▸ **What to produce**: Please copy, character for character, each line from the beginning of the listing to the line containing "Write the network", including both.

▸ **Exercise data**:

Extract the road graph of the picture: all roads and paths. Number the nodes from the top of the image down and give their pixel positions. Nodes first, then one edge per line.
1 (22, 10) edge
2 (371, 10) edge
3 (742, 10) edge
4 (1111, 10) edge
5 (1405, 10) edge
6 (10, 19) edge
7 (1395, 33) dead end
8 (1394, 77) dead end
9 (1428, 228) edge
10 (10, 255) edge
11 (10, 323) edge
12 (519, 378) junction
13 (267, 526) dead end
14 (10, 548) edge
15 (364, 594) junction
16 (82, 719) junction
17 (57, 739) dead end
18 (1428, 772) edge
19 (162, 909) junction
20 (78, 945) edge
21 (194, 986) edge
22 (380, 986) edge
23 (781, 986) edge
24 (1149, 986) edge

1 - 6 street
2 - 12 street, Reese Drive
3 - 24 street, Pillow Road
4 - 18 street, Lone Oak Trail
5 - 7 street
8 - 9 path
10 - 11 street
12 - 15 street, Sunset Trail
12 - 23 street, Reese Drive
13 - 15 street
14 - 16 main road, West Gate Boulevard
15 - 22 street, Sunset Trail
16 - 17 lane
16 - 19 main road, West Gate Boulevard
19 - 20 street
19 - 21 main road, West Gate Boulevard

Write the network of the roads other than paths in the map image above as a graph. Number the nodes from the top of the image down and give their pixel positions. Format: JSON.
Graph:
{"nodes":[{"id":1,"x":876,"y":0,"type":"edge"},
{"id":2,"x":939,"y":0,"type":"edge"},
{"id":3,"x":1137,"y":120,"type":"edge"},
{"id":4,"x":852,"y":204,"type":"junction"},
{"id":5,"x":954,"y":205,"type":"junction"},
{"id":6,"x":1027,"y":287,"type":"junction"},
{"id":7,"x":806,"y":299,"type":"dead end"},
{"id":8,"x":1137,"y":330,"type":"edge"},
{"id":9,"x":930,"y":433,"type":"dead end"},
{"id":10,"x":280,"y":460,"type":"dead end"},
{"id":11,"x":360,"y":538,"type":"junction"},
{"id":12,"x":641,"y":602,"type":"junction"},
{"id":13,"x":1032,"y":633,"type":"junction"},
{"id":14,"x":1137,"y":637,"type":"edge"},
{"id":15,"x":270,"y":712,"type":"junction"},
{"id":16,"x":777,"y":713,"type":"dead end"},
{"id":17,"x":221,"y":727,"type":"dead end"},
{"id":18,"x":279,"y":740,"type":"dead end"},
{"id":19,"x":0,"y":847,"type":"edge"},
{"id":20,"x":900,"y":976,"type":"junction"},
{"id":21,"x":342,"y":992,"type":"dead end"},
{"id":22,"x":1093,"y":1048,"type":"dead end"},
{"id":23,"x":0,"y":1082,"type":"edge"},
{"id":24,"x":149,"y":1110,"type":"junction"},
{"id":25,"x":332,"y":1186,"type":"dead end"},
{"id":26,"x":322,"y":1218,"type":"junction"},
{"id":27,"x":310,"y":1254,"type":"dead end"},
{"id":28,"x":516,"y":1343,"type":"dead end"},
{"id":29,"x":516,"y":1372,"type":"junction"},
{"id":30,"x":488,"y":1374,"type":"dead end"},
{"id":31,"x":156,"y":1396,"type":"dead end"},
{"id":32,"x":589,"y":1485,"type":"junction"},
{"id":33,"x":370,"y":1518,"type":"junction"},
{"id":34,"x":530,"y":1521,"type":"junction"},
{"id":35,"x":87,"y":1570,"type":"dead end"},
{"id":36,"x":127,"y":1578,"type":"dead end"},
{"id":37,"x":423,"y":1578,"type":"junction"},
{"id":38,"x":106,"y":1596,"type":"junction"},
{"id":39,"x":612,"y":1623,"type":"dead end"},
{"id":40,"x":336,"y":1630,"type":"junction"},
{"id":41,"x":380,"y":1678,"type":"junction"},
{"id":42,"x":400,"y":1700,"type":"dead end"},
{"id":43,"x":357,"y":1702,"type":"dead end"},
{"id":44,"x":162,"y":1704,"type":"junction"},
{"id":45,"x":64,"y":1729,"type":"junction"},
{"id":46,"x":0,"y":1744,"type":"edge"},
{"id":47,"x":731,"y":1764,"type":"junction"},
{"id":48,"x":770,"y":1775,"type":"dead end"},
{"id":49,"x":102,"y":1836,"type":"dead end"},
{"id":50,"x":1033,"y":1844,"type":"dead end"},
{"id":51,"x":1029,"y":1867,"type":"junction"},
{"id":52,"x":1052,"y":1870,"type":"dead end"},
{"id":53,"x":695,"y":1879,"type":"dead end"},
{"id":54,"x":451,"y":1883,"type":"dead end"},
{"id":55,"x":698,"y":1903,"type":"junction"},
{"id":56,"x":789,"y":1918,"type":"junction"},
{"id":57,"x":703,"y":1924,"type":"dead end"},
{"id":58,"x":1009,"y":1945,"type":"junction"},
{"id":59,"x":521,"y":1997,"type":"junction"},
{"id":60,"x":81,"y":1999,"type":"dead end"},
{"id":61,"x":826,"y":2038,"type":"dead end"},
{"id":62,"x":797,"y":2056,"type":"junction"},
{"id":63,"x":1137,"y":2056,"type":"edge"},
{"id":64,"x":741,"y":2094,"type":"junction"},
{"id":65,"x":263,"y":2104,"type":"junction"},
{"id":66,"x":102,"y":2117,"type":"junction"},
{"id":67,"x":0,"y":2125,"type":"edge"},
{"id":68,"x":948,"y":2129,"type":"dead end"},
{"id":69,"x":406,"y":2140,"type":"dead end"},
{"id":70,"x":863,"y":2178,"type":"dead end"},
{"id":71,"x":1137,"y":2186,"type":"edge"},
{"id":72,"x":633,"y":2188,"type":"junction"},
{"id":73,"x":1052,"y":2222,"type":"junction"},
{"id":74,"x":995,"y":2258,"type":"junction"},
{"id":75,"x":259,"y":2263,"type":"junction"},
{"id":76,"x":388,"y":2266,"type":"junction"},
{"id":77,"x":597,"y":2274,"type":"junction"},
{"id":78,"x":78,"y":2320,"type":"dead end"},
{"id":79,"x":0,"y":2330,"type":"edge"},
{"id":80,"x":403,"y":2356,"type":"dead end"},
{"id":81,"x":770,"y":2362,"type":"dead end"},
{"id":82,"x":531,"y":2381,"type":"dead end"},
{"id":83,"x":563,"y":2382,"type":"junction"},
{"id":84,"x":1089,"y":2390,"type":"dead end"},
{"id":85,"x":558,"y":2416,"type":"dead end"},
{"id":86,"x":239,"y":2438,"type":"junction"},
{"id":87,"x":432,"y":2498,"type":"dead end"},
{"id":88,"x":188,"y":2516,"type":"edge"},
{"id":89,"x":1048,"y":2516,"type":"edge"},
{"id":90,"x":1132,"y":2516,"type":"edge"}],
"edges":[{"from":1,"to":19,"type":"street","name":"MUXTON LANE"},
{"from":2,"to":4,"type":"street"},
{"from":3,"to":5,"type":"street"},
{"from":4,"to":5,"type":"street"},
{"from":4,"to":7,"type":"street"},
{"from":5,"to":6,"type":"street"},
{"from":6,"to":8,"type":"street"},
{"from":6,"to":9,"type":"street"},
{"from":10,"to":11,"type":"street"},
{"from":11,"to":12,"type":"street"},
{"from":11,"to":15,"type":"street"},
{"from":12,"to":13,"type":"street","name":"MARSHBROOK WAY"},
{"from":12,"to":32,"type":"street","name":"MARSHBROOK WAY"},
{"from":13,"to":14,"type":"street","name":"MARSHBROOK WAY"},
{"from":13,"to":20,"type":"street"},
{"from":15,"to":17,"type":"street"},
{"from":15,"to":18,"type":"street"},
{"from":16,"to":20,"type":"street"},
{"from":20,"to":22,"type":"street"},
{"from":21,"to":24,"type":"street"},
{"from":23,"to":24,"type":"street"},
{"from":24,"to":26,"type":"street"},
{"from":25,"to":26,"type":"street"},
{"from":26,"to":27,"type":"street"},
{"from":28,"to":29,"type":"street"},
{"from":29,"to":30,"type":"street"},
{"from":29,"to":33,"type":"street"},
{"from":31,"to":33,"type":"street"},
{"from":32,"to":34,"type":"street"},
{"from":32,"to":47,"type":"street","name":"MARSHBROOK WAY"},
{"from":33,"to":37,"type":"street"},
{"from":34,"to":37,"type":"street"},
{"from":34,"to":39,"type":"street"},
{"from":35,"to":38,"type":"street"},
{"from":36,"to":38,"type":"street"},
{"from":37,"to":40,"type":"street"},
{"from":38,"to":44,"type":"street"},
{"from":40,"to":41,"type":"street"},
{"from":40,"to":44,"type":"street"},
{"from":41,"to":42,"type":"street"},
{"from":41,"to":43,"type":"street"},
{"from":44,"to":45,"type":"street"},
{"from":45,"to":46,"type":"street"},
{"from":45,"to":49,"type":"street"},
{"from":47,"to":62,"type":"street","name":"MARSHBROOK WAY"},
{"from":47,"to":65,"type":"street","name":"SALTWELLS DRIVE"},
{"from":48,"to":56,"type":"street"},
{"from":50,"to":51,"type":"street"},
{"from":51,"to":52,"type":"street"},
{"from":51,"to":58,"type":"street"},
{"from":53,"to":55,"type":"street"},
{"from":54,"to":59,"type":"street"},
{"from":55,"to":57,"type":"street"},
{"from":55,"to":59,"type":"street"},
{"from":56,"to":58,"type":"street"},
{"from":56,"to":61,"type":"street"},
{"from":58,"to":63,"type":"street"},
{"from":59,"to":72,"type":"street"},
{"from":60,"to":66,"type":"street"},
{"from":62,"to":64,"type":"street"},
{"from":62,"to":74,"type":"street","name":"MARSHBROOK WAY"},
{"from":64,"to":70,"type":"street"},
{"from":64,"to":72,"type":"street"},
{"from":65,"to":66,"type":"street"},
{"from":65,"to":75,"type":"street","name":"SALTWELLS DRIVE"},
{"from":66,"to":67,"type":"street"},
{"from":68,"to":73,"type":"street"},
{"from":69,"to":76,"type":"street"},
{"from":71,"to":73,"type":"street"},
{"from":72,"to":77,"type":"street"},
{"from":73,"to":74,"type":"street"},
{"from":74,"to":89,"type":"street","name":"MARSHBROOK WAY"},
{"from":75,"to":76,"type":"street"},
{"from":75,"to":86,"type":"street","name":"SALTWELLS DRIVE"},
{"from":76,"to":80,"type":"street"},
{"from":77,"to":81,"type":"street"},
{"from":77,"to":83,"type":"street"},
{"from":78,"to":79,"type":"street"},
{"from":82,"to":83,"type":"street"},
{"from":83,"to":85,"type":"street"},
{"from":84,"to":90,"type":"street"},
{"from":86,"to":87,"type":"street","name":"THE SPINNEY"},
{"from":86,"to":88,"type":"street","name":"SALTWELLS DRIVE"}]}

▸ **Output of the exercise**:
Extract the road graph of the picture: all roads and paths. Number the nodes from the top of the image down and give their pixel positions. Nodes first, then one edge per line.
1 (22, 10) edge
2 (371, 10) edge
3 (742, 10) edge
4 (1111, 10) edge
5 (1405, 10) edge
6 (10, 19) edge
7 (1395, 33) dead end
8 (1394, 77) dead end
9 (1428, 228) edge
10 (10, 255) edge
11 (10, 323) edge
12 (519, 378) junction
13 (267, 526) dead end
14 (10, 548) edge
15 (364, 594) junction
16 (82, 719) junction
17 (57, 739) dead end
18 (1428, 772) edge
19 (162, 909) junction
20 (78, 945) edge
21 (194, 986) edge
22 (380, 986) edge
23 (781, 986) edge
24 (1149, 986) edge

1 - 6 street
2 - 12 street, Reese Drive
3 - 24 street, Pillow Road
4 - 18 street, Lone Oak Trail
5 - 7 street
8 - 9 path
10 - 11 street
12 - 15 street, Sunset Trail
12 - 23 street, Reese Drive
13 - 15 street
14 - 16 main road, West Gate Boulevard
15 - 22 street, Sunset Trail
16 - 17 lane
16 - 19 main road, West Gate Boulevard
19 - 20 street
19 - 21 main road, West Gate Boulevard

Write the network of the roads other than paths in the map image above as a graph. Number the nodes from the top of the image down and give their pixel positions. Format: JSON.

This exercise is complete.